● **Material to process**

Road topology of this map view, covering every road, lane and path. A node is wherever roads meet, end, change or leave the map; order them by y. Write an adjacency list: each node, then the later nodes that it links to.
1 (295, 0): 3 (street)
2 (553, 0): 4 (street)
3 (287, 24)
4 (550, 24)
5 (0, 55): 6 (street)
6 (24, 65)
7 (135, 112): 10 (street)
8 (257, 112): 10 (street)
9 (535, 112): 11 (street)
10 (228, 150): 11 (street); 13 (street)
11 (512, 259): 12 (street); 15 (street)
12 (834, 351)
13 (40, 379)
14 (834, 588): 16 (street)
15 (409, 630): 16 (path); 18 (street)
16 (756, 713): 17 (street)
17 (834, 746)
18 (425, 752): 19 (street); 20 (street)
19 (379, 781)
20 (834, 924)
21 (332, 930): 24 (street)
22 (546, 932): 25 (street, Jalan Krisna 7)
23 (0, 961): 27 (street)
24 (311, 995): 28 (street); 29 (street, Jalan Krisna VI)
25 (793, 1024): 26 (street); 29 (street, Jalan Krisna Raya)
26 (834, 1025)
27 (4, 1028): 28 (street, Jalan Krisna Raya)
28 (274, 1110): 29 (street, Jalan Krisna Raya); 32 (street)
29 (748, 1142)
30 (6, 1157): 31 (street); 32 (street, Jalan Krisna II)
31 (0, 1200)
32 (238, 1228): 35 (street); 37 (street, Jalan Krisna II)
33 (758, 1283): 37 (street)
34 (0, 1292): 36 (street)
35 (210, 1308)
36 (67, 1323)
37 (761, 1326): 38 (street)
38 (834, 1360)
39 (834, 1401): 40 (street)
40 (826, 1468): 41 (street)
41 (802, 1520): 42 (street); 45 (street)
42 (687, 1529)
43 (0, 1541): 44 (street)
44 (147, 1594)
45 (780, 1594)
--
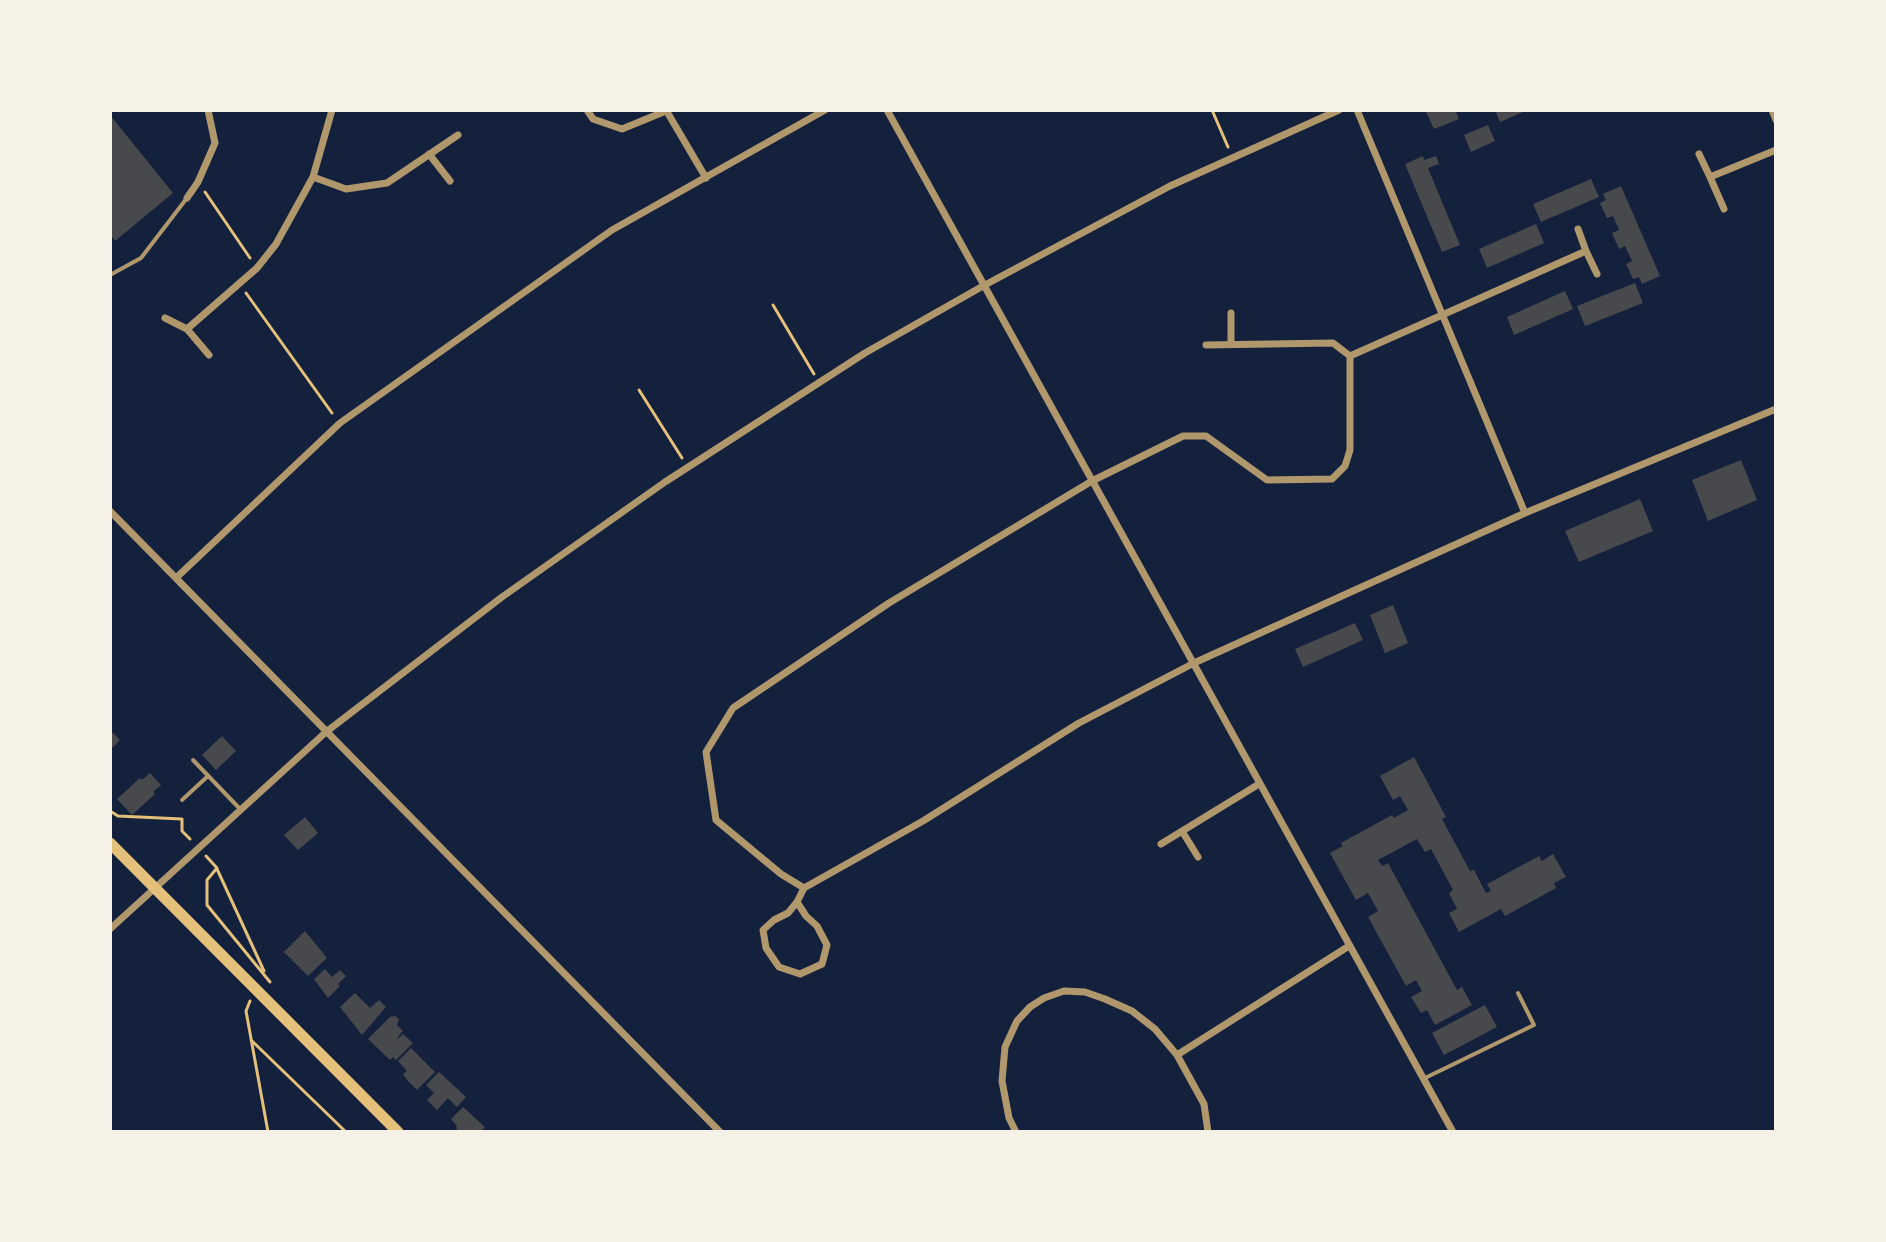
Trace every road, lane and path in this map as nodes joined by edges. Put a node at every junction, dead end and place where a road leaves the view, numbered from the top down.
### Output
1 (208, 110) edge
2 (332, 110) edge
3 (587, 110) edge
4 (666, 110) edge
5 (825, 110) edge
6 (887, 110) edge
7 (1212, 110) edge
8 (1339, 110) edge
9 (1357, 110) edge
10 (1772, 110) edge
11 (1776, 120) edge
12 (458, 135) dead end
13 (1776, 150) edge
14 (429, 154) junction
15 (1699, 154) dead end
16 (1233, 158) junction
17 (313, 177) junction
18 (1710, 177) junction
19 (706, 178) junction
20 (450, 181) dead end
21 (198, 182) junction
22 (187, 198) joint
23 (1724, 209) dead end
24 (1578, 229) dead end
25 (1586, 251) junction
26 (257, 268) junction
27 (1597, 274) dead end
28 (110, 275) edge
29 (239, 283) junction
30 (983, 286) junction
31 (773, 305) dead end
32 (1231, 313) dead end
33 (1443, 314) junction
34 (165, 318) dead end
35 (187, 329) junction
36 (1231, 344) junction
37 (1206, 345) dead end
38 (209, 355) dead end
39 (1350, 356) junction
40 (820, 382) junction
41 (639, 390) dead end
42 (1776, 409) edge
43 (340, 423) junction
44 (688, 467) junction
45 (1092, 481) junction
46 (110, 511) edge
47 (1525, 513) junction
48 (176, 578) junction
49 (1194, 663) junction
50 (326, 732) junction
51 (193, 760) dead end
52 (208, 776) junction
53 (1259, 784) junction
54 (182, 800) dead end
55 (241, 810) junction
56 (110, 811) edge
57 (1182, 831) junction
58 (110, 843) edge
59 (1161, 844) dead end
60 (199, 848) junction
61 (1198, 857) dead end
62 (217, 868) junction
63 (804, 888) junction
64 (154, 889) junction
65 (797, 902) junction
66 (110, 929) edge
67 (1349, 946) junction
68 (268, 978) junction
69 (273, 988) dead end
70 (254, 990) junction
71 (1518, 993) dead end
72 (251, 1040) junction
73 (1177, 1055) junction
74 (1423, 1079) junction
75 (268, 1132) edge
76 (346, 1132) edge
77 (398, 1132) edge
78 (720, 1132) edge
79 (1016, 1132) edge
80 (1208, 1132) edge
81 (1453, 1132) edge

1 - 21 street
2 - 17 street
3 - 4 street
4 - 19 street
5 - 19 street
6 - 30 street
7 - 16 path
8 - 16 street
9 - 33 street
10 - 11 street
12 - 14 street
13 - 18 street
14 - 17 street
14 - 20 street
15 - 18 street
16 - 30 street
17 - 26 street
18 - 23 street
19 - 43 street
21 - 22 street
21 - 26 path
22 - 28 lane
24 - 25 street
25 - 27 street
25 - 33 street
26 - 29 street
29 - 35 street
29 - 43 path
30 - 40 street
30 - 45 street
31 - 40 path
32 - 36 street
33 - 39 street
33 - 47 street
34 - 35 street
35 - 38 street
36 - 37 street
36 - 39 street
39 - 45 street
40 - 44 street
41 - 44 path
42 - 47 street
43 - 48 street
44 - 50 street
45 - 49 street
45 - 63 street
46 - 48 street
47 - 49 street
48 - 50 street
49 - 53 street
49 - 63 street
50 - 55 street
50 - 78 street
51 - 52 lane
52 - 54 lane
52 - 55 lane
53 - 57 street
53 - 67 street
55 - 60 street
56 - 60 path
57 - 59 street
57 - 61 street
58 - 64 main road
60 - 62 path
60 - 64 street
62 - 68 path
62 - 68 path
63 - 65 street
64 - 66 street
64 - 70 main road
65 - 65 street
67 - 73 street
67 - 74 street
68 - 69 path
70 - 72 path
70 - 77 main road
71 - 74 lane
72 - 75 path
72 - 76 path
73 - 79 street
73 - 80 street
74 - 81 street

● **Action item**
Report all lines in the listing above that contain the word "main".

● **Response box**
58 - 64 main road
64 - 70 main road
70 - 77 main road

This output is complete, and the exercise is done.